A new method to analyze randomized clinical trials

2010 
Recent developments in biostatistics and bioinformatics are reshaping the landscape of clinical research. With the number of promising new molecules available for clinical testing, trials need to detect a drug’s benefit and harm as fast as possible. There are three major ways in which the clinical development process can potentially be accelerated and/or improved. First, by making use of biomarkers and surrogate endpoints, whenever possible. Second, by designing trials with provisions for interim analyses and adaptations whenever appropriate. Third, by focusing on endpoints that combine clinical relevance and statistical sensitivity. Most endpoints currently recommended for regulatory approval make use of a surprisingly small fraction of the available data, for instance whether a subject is in a given state of disease or experiences certain symptoms at a fixed time point, without regard to repeated measurements of the disease state or symptoms over time. In situations where the patient may experience a number of untoward events, such as tumor progression and death, it is customary to analyse the time to the first event and ignore all subsequent events.
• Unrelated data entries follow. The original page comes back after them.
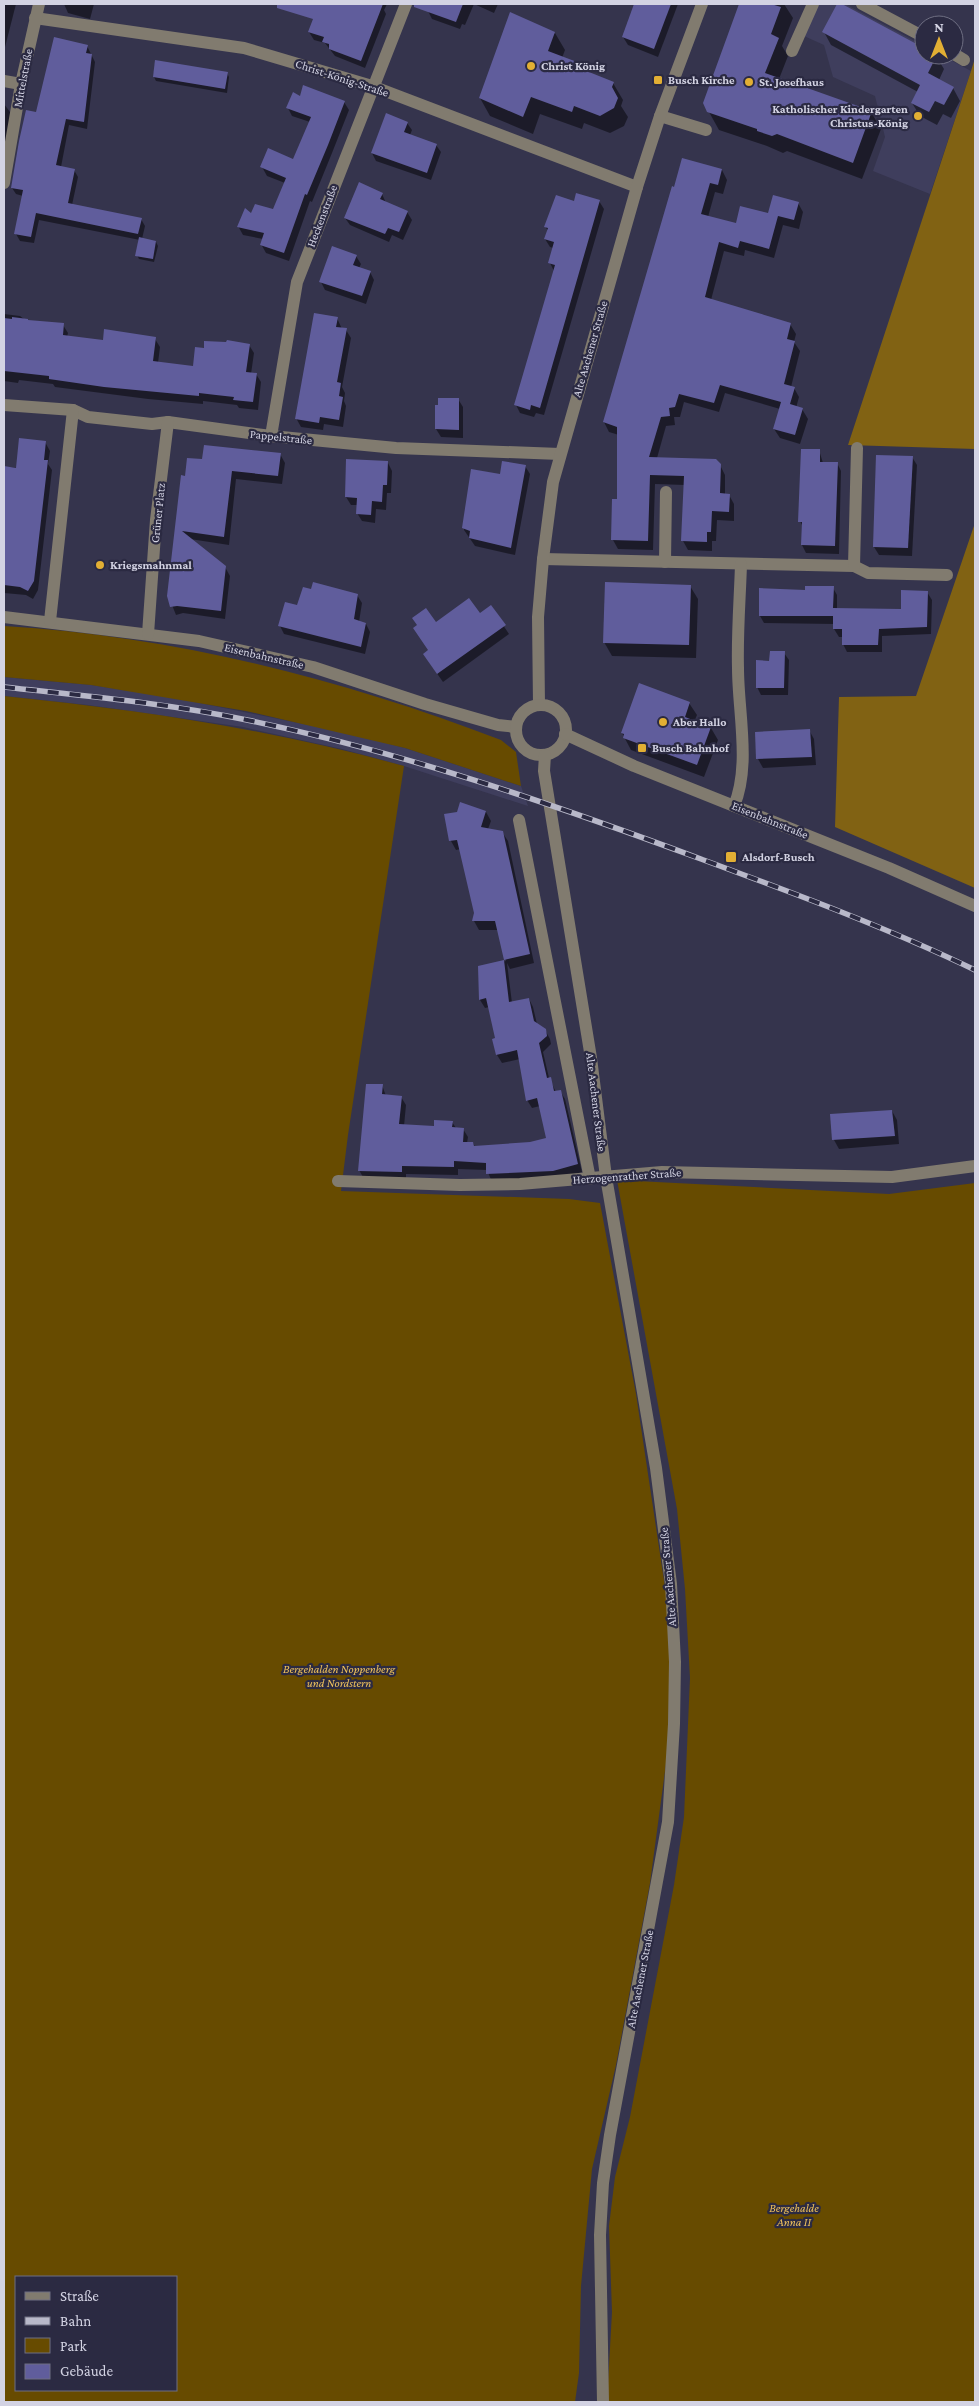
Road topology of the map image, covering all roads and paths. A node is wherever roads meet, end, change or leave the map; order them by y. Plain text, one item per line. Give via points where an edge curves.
1 (39, 4) edge
2 (406, 4) edge
3 (702, 4) edge
4 (813, 4) edge
5 (862, 4) edge
6 (35, 18) junction
7 (914, 31) edge
8 (792, 51) dead end
9 (4, 81) edge
10 (20, 84) junction
11 (372, 86) junction
12 (660, 116) junction
13 (706, 130) dead end
14 (4, 183) edge
15 (637, 187) junction
16 (4, 405) edge
17 (73, 410) junction
18 (168, 422) junction
19 (272, 436) junction
20 (857, 448) dead end
21 (560, 454) junction
22 (666, 492) dead end
23 (542, 559) junction
24 (665, 562) junction
25 (742, 564) junction
26 (854, 566) junction
27 (947, 575) dead end
28 (4, 617) edge
29 (50, 621) junction
30 (148, 634) junction
31 (539, 706) junction
32 (516, 727) junction
33 (565, 734) junction
34 (545, 755) junction
35 (734, 806) junction
36 (519, 820) dead end
37 (975, 906) edge
38 (975, 1166) edge
39 (606, 1177) junction
40 (590, 1179) junction
41 (338, 1181) dead end
42 (603, 2402) edge

1 - 6 street, Mittelstraße
2 - 11 street, Heckenstraße
3 - 12 street, Alte Aachener Straße
4 - 8 street
5 - 7 street
6 - 10 street, Mittelstraße
6 - 11 street, Christ-König-Straße via 244,48
9 - 10 street
10 - 14 street, Mittelstraße
11 - 15 street, Christ-König-Straße
11 - 19 street, Heckenstraße via 296,282
12 - 13 street
12 - 15 street, Alte Aachener Straße
15 - 21 street, Alte Aachener Straße
16 - 17 street, Pappelstraße
17 - 18 street, Pappelstraße via 88,417 152,424
17 - 29 street
18 - 19 street, Pappelstraße
18 - 30 street, Grüner Platz via 156,520
19 - 21 street, Pappelstraße via 396,448
20 - 26 street
21 - 23 street, Alte Aachener Straße
22 - 24 street
23 - 24 street
23 - 31 street, Alte Aachener Straße via 538,617
24 - 25 street
25 - 26 street
25 - 35 street via 738,666 742,754 739,794
26 - 27 street via 868,573
28 - 29 street, Eisenbahnstraße
29 - 30 street, Eisenbahnstraße
30 - 32 street, Eisenbahnstraße via 199,641 312,666 425,704
31 - 32 street via 524,712
31 - 33 street via 559,714
32 - 34 street via 524,748
33 - 34 street via 559,748
33 - 35 street, Eisenbahnstraße
34 - 39 street, Alte Aachener Straße via 545,780 591,1058
35 - 37 street, Eisenbahnstraße
36 - 40 street, Alte Aachener Straße
38 - 39 street, Herzogenrather Straße via 892,1177 662,1172
39 - 40 street, Herzogenrather Straße
39 - 42 street, Alte Aachener Straße via 656,1468 672,1584 675,1662 668,1822 603,2182 600,2235
40 - 41 street, Herzogenrather Straße via 460,1185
Throwing away some of the available data may result in a loss of statistical power, which could be viewed as a minor price to pay in order to define an endpoint that is “clinically relevant”. This talk will present a new method of analysis that is useful when interest focuses on multiple, prioritized outcomes. The outcomes can be of any type (such as binary responses, times to event, or even repeated measurements over time). The method is fully nonparametric and leads to a universal measure of treatment effect. The interest and potential of the method will be illustrated by an example in advanced colorectal cancer.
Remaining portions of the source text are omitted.